### Task objective
Bring together copies of the lines in the data below that contain the word "Prati".
┄┄┄┄┄┄┄┄┄┄
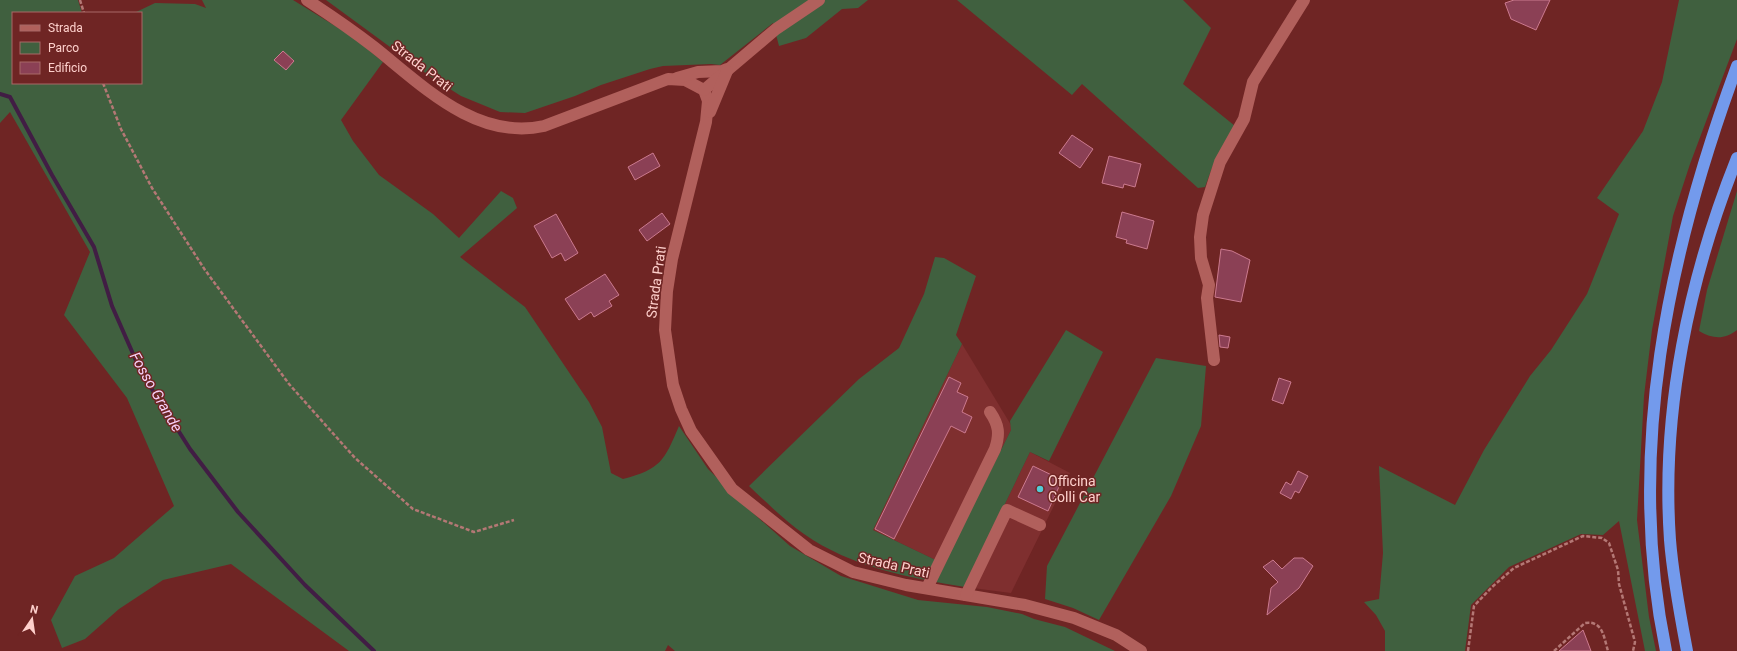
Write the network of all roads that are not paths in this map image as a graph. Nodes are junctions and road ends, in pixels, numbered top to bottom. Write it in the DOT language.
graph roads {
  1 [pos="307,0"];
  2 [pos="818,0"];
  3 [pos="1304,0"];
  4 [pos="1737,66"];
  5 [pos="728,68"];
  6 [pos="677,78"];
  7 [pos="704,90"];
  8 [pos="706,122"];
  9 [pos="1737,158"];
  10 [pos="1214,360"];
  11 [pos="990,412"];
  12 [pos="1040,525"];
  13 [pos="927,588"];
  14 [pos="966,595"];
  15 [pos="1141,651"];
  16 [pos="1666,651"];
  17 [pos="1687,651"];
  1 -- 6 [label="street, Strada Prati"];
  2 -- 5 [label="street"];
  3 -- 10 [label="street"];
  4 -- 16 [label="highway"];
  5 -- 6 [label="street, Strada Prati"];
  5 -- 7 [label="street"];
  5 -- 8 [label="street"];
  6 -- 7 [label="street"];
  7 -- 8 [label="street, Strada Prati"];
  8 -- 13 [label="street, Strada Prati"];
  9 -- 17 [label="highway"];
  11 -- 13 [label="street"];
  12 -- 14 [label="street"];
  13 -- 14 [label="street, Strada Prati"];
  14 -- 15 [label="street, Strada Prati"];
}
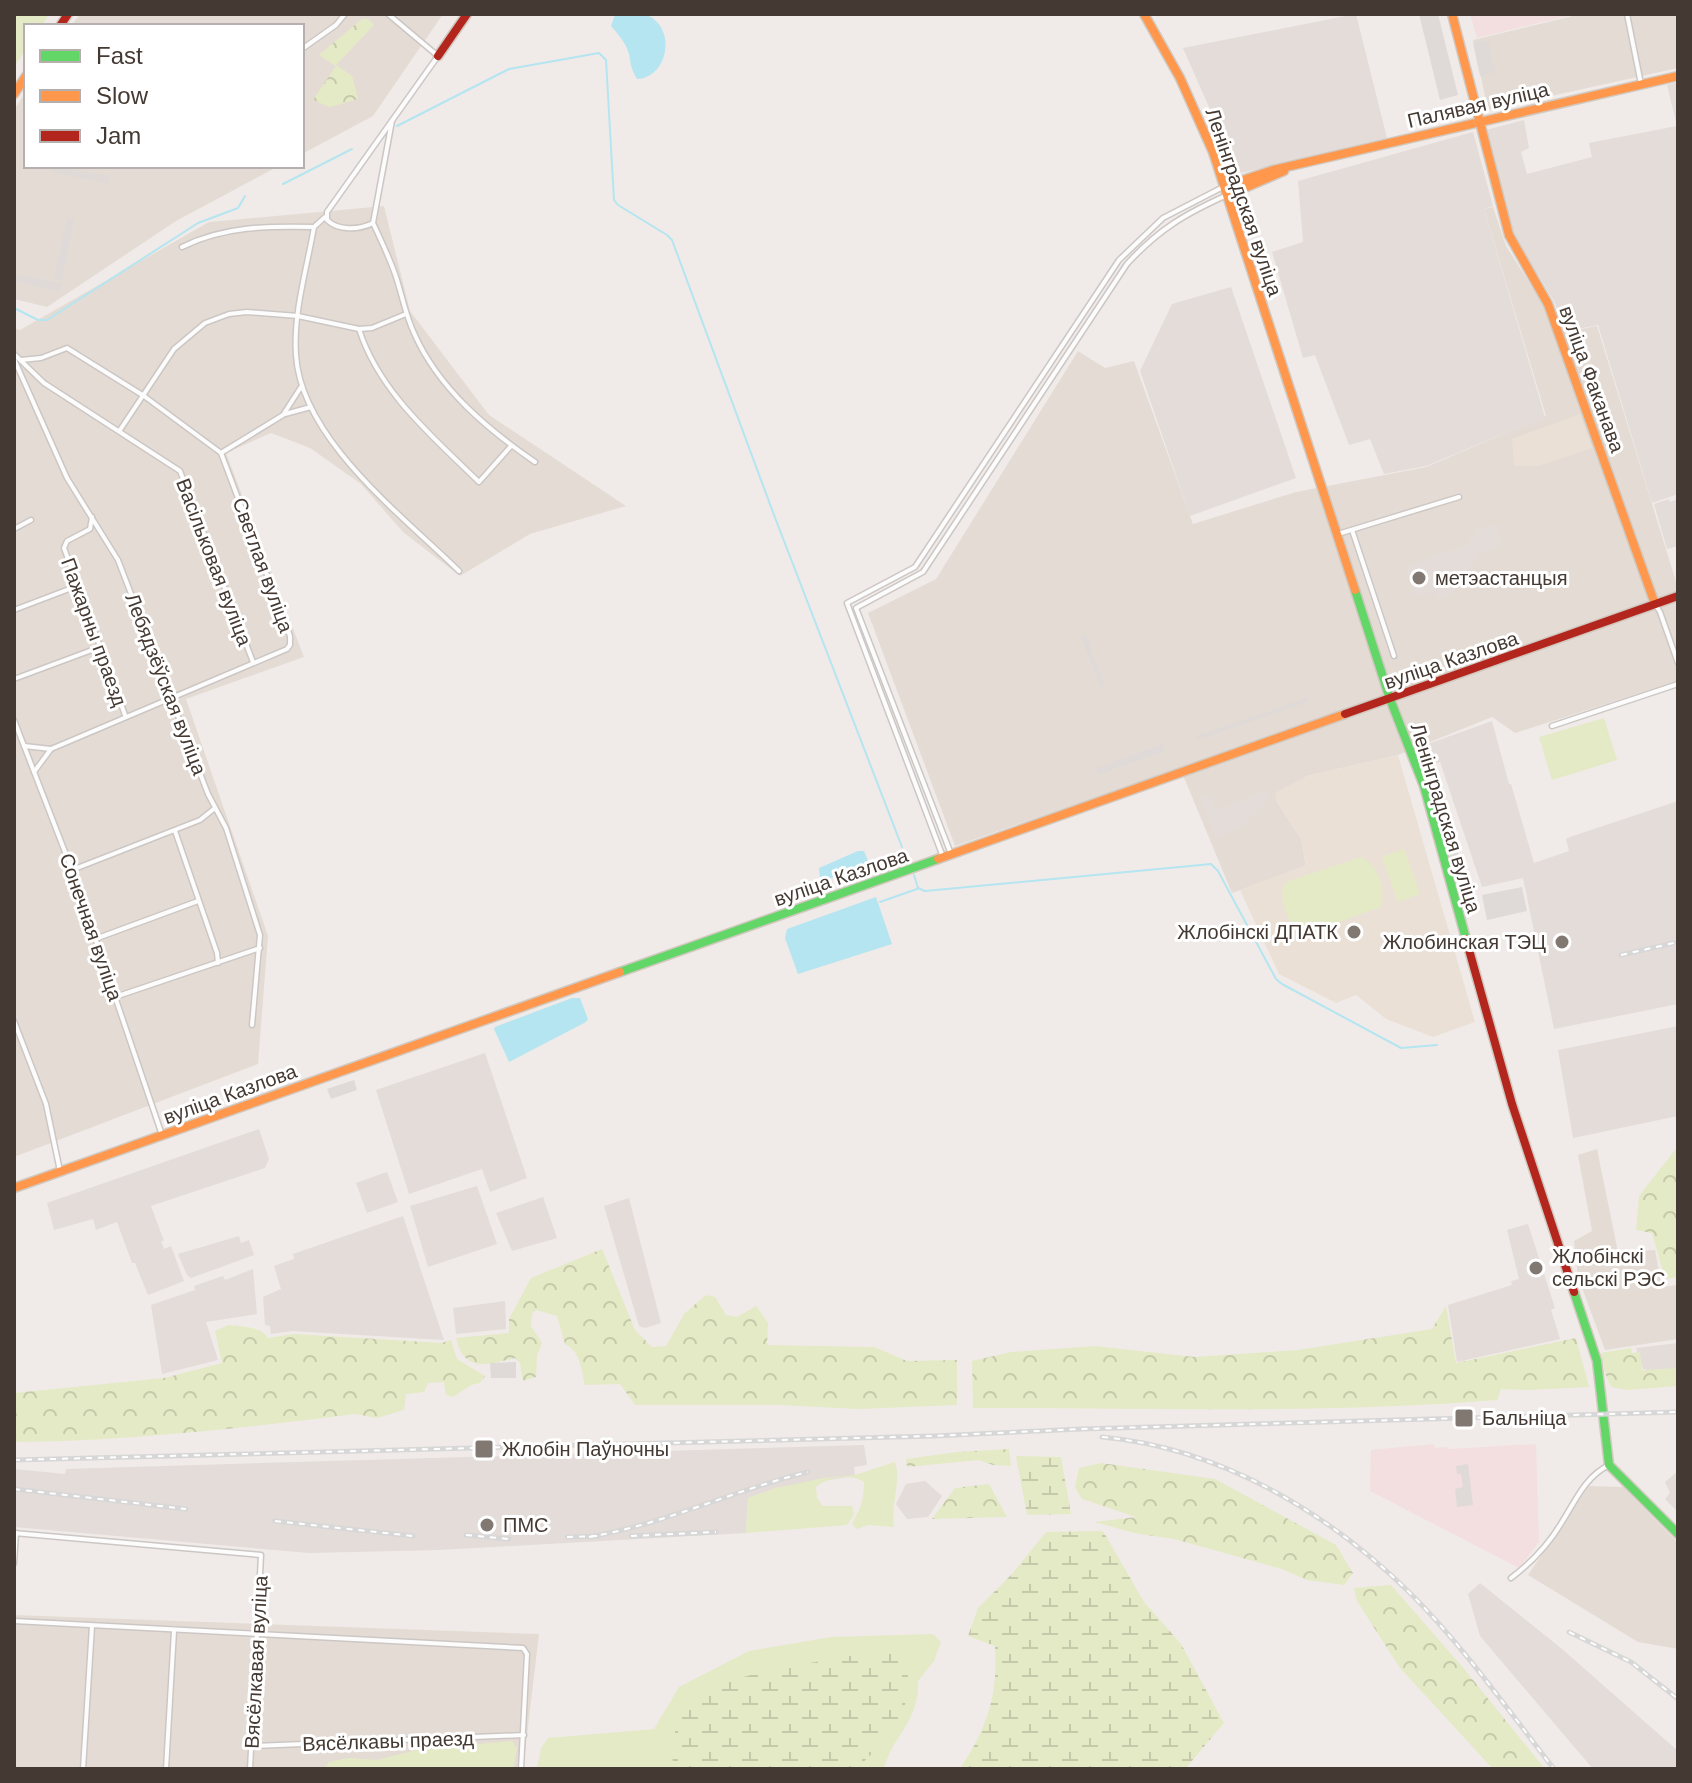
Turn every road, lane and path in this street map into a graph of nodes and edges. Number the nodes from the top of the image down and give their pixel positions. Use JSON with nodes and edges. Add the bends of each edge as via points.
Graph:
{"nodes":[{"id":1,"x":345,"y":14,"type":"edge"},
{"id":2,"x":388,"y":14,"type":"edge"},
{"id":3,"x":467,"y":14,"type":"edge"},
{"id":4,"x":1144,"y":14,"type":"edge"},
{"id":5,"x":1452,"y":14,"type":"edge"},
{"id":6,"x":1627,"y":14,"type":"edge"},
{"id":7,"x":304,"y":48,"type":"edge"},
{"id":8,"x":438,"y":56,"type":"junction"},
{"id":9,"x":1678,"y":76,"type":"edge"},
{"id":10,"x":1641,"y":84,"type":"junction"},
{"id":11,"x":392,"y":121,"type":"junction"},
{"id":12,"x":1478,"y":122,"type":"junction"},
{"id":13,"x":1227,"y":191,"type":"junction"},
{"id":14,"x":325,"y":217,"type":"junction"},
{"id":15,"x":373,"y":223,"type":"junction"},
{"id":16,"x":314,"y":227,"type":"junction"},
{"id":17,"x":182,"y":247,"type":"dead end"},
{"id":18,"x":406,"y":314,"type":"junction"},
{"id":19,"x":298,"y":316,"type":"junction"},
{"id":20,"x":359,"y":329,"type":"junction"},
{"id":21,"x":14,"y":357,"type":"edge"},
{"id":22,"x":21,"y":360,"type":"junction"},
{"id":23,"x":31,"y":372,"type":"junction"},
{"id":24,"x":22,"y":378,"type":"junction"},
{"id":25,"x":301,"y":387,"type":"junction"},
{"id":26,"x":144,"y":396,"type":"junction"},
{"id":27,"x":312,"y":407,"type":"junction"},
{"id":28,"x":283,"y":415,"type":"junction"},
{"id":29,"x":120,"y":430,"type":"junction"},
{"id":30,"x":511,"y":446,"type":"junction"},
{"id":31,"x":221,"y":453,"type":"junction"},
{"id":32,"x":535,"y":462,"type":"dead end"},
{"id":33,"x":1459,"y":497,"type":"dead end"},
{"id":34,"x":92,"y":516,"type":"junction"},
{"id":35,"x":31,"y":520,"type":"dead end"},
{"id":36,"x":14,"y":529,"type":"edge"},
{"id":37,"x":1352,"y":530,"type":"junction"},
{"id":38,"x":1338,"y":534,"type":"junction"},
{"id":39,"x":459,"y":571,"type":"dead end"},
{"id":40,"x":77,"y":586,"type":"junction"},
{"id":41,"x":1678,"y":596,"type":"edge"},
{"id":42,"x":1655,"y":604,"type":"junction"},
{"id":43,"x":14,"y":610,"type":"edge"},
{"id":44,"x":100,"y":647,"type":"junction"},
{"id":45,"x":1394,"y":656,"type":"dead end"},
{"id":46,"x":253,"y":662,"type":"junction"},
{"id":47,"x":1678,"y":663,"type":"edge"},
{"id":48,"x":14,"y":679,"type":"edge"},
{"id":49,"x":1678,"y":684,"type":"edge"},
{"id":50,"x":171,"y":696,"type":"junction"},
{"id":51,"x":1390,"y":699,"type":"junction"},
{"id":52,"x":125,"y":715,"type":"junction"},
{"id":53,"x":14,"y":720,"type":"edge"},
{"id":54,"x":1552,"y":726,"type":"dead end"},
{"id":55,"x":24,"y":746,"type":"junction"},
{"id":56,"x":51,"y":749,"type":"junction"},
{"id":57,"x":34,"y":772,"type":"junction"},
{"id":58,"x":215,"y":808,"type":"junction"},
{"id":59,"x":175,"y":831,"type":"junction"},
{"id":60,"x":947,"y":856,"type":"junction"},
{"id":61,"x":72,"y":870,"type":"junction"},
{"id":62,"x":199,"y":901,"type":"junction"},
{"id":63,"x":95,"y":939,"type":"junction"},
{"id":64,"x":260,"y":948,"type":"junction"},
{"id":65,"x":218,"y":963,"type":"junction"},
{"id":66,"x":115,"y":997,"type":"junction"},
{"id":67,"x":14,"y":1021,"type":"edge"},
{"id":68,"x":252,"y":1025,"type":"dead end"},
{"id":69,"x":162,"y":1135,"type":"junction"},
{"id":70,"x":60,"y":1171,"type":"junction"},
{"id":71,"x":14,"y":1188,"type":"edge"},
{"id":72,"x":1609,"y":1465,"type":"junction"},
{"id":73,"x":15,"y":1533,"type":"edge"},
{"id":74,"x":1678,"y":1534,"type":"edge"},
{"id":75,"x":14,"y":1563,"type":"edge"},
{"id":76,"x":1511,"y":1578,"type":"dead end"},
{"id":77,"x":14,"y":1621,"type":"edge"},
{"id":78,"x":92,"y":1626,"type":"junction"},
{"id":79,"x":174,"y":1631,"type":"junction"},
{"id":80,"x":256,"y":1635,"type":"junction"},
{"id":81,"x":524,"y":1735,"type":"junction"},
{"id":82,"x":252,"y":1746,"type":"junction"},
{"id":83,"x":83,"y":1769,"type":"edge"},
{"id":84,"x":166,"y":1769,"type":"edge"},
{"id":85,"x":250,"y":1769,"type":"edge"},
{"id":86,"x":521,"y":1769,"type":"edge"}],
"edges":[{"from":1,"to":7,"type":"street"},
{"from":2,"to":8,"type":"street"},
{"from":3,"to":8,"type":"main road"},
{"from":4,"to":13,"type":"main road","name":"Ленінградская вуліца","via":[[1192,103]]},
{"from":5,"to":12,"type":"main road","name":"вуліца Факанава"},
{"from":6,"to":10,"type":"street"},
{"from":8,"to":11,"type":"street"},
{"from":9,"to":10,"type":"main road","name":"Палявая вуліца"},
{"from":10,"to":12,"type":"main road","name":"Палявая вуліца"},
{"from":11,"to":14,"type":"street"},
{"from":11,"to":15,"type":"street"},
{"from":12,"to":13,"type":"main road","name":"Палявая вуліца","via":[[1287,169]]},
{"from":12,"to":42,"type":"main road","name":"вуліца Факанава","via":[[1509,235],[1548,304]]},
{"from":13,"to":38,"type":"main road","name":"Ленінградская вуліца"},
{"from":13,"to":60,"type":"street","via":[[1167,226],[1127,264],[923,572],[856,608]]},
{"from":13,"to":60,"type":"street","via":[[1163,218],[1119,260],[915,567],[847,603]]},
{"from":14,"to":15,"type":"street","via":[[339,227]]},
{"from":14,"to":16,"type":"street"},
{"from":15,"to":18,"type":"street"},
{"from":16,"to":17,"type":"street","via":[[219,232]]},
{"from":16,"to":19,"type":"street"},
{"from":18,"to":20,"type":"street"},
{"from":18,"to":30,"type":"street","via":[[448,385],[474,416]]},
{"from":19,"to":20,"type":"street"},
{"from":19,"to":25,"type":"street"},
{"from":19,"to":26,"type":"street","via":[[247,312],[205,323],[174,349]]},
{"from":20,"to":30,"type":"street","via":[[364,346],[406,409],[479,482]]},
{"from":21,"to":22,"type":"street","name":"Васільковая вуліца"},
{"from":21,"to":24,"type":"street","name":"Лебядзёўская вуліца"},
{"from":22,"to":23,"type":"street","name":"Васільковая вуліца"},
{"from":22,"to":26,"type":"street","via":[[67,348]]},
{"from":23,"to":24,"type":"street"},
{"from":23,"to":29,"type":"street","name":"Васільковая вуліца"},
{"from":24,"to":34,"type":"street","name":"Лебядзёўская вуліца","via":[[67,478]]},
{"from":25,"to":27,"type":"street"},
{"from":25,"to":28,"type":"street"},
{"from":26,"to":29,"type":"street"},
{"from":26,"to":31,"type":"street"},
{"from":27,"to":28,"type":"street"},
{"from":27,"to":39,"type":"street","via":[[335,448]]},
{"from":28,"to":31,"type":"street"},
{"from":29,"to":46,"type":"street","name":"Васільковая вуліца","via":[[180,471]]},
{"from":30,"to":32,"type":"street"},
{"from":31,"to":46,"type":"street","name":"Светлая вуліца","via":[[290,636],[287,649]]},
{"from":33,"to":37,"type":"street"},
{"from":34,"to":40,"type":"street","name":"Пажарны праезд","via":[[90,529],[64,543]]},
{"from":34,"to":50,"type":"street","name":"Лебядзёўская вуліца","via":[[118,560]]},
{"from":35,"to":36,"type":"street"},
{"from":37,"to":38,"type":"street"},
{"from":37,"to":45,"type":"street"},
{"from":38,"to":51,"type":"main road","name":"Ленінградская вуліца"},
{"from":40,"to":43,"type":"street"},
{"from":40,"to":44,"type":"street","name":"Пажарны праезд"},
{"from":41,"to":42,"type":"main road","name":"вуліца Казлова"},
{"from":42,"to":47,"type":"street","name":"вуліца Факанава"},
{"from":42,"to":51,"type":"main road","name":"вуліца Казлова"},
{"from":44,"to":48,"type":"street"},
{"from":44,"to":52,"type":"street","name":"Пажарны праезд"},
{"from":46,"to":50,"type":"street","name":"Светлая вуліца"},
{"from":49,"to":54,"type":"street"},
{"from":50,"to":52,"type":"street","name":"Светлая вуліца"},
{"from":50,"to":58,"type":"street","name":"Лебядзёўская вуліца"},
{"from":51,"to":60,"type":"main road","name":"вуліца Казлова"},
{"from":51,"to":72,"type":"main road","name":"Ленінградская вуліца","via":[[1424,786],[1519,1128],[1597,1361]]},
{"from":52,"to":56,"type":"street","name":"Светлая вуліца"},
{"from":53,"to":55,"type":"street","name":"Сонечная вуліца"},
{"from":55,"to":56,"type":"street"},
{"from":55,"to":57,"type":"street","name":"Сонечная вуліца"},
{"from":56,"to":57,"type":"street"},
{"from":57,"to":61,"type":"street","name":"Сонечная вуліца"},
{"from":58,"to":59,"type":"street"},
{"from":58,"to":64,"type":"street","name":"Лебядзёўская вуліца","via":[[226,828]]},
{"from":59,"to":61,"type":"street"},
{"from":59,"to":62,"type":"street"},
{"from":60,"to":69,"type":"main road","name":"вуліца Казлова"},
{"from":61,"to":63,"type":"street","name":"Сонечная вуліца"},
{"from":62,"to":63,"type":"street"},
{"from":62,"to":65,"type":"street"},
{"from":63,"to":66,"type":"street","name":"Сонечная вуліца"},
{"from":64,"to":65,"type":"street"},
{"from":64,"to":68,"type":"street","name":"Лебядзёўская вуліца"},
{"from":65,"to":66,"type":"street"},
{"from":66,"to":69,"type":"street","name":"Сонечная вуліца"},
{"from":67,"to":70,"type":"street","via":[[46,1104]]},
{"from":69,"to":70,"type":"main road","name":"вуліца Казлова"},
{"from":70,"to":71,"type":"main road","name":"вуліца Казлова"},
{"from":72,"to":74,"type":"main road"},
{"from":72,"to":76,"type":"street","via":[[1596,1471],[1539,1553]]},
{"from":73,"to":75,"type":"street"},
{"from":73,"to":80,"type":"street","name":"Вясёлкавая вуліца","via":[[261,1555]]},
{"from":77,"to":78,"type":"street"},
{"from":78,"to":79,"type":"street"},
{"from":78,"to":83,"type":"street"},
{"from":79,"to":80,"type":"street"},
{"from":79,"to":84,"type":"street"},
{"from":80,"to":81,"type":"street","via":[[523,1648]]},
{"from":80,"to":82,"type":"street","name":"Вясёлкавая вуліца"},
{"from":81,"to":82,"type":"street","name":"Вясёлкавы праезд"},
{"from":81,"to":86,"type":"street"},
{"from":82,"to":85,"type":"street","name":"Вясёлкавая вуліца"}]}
┄┄┄┄┄┄┄┄┄┄
### Problem solution
  1 -- 6 [label="street, Strada Prati"];
  5 -- 6 [label="street, Strada Prati"];
  7 -- 8 [label="street, Strada Prati"];
  8 -- 13 [label="street, Strada Prati"];
  13 -- 14 [label="street, Strada Prati"];
  14 -- 15 [label="street, Strada Prati"];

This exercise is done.